--- Problem description ---
In the listing below, every line with the word "scale" needs to be copied.

--- Exercise data ---
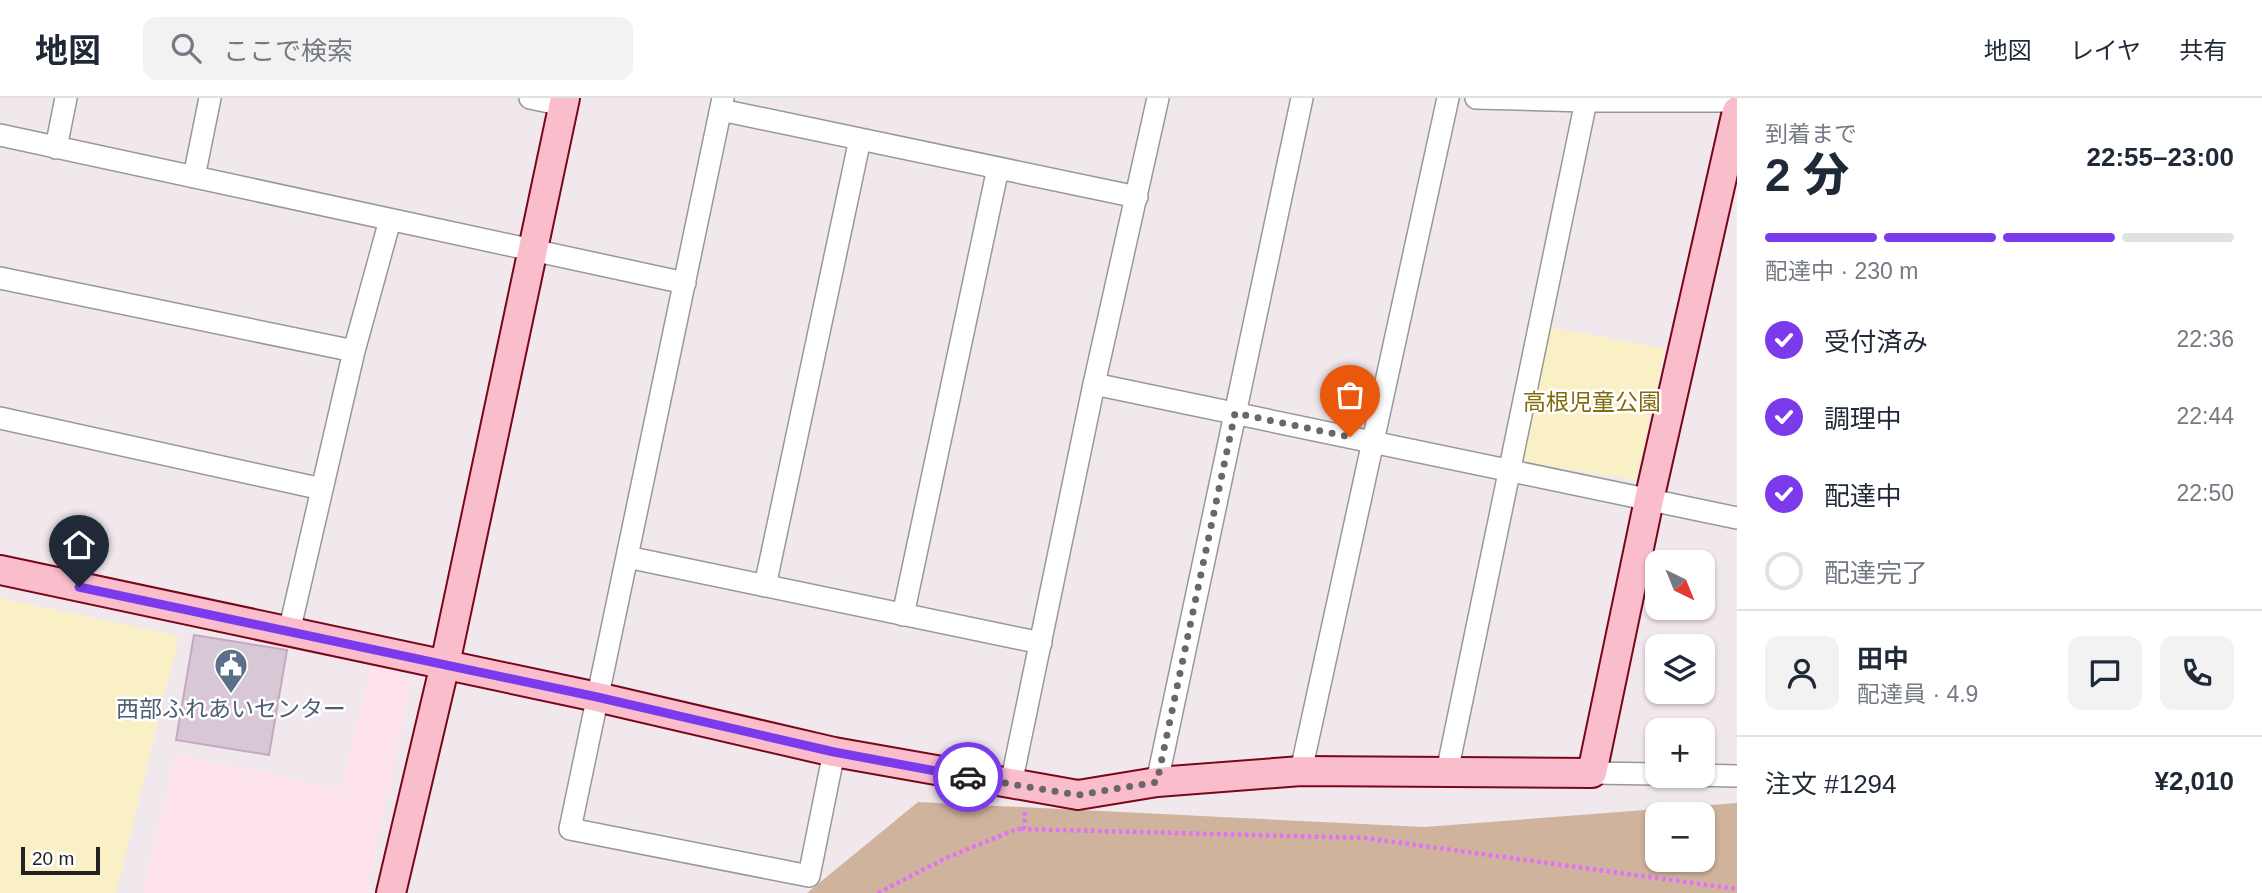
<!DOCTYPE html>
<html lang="ja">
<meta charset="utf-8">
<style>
body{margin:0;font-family:Arial,"Noto Sans JP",sans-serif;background:#f2f2f3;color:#1f2937;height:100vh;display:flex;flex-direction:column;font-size:26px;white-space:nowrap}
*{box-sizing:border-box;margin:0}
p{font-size:23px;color:#747a83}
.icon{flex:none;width:38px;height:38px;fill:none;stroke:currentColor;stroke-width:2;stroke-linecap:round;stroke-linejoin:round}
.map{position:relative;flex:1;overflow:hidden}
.drawer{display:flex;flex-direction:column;background:#fff;width:525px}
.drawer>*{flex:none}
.needle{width:46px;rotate:137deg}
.buttons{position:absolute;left:1645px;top:452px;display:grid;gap:14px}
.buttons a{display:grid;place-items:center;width:70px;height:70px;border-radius:14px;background:#fff;box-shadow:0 2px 5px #0004;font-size:35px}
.scale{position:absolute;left:21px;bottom:18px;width:79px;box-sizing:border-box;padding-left:7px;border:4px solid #212121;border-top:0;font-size:19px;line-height:24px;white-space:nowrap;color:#212121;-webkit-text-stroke:5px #fff;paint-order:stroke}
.pin{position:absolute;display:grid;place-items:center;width:60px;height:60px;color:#fff;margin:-72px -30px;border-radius:50% 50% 50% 0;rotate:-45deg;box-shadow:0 0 7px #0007}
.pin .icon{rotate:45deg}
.courier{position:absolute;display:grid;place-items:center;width:70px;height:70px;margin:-35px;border:5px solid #7c3aed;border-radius:50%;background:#fff;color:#222;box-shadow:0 2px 9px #0007}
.head em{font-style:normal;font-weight:800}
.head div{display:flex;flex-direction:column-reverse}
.head{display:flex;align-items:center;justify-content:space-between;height:119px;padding:0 28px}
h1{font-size:46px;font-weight:800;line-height:52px}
.bar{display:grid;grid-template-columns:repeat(4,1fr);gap:10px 7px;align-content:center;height:84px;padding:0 28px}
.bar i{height:9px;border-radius:5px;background:#e0e1e3}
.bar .current{background:#7c3aed}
.bar p{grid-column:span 4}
.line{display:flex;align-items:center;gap:18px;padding:0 28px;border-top:2px solid #e0e1e3}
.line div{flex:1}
.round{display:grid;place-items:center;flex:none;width:74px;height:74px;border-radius:14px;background:#f2f2f3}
ol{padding:0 28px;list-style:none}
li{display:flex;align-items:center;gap:21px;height:77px}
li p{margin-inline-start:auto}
li .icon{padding:7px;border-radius:50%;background:#7c3aed;color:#fff;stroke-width:4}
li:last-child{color:#747a83}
li i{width:38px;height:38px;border:4px solid #e0e1e3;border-radius:50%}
header{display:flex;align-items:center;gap:42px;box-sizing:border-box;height:98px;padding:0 35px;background:#fff;border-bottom:2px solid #e0e1e3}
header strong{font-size:33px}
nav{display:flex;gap:38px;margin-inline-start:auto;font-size:24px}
.search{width:490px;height:63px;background:#f2f2f3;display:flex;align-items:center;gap:18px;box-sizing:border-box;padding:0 24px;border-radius:14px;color:#747a83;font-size:26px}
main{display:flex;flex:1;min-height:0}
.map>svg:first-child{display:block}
</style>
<header>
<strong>地図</strong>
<div class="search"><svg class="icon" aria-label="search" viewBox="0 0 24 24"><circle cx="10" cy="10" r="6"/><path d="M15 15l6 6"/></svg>ここで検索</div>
<nav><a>地図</a><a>レイヤ</a><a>共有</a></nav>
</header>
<main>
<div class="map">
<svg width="1737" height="795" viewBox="0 0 1737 795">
<rect width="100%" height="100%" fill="#f1e8ed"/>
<path fill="#ffe3eb" d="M371,567L412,581L366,795H142L175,656L341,691Z"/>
<path fill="#d0b39d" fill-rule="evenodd" d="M918,704L1424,729L1737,705V795H807ZM1657,716H1703V761H1657Z"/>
<path fill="#faf0c6" d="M1545,228L1665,251L1636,382L1521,363Z
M0,500L179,538L116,795H0Z"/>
<path fill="#d8c8d5" stroke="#c3aabf" stroke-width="2" d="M194,537L287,552L269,657L176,642Z"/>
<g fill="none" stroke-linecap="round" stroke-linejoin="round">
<defs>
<path id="street" d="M530,0L564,7
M723,0L570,731L809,778L834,654
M1476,0L1586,3H1737
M721,12L1137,99
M0,37L685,185
M56,50L66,0
M194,79L210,0
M0,180L354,253
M1094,286L1737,420
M0,320L322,391
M627,459L1041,545
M765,488L860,41
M903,517L998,70
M289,534L354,253L390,122
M1301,673L1448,0
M1447,674L1586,3
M1592,675L1657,676
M1692,677L1737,678
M1157,684L1302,0
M1011,686L1094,286L1158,0"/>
<path id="secondary" d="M0,472L597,599L834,654L1078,697L1157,684L1301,673L1592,675L1649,402L1737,13
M391,795L445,566L565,0"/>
</defs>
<use href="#street" stroke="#989898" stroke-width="24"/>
<use href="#secondary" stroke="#7a0619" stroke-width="32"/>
<path stroke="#e271f9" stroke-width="4.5" stroke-dasharray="3.5 3.5" stroke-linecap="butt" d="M1025,714L1024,731L1365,740L1737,791
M878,795L946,760L1017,731H1024"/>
<use href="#street" stroke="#fff" stroke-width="21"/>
<use href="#secondary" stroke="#f9bdcb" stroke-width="28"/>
</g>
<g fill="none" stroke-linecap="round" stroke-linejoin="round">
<path stroke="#6a6768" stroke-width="7" stroke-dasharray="0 12.6" d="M968,679L1078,697L1157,684L1235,315L1350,339"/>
<path stroke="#7c3aed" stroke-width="9" d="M79,489L597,599L834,654L968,679"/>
</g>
<defs>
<symbol id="civic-pin" viewBox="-11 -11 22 30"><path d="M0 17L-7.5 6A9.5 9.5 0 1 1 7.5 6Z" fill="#5c6f8a" stroke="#fff"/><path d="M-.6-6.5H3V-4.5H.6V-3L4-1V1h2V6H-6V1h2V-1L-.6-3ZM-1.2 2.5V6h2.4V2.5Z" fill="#fff"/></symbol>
</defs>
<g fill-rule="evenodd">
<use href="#civic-pin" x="212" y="548" width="38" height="52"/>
</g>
<g text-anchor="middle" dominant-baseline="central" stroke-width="5" stroke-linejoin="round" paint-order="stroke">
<g font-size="23" fill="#816b0d" stroke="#fff">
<text x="1592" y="304">高根児童公園</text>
</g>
<g font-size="23" fill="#4e5e75" stroke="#fff">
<text x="231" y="611">西部ふれあいセンター</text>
</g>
</g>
</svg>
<div class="buttons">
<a><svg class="needle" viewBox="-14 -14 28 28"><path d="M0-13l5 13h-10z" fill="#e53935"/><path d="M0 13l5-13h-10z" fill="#747a83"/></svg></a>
<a><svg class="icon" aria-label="layers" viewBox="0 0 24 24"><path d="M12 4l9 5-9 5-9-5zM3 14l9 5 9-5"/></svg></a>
<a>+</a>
<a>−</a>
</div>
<div class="scale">20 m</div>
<div class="pin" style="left:1350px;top:339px;background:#ea580c"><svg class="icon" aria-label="bag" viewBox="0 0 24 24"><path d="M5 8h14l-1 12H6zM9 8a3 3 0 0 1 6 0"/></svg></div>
<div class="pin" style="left:79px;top:489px;background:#1f2937"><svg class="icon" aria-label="home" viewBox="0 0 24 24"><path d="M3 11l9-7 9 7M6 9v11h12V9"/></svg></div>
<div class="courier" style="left:968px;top:679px"><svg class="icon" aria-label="car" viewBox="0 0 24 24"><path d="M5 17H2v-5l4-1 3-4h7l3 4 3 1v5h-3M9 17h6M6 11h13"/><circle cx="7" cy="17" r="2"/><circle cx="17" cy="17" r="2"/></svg></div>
</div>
<section class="drawer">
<div class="head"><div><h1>2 分</h1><p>到着まで</p></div><em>22:55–23:00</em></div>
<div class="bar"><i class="current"></i><i class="current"></i><i class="current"></i><i></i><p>配達中 · 230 m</p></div>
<ol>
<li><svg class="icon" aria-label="check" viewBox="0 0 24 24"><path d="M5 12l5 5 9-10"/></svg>受付済み<p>22:36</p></li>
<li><svg class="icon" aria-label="check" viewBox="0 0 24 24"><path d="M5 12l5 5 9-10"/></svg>調理中<p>22:44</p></li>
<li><svg class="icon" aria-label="check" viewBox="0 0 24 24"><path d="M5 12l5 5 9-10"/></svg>配達中<p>22:50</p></li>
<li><i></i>配達完了</li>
</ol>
<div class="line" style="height:126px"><a class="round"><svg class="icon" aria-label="person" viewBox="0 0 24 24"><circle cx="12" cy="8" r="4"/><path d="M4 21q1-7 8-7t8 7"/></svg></a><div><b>田中</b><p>配達員 · 4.9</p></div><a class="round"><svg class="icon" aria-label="chat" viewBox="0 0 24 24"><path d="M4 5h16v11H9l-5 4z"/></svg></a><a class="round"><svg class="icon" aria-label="phone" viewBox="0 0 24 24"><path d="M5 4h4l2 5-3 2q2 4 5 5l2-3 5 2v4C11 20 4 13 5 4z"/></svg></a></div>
<div class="line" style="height:91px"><div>注文 #1294</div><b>¥2,010</b></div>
</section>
</main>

--- The answer ---
.scale{position:absolute;left:21px;bottom:18px;width:79px;box-sizing:border-box;padding-left:7px;border:4px solid #212121;border-top:0;font-size:19px;line-height:24px;white-space:nowrap;color:#212121;-webkit-text-stroke:5px #fff;paint-order:stroke}
<div class="scale">20 m</div>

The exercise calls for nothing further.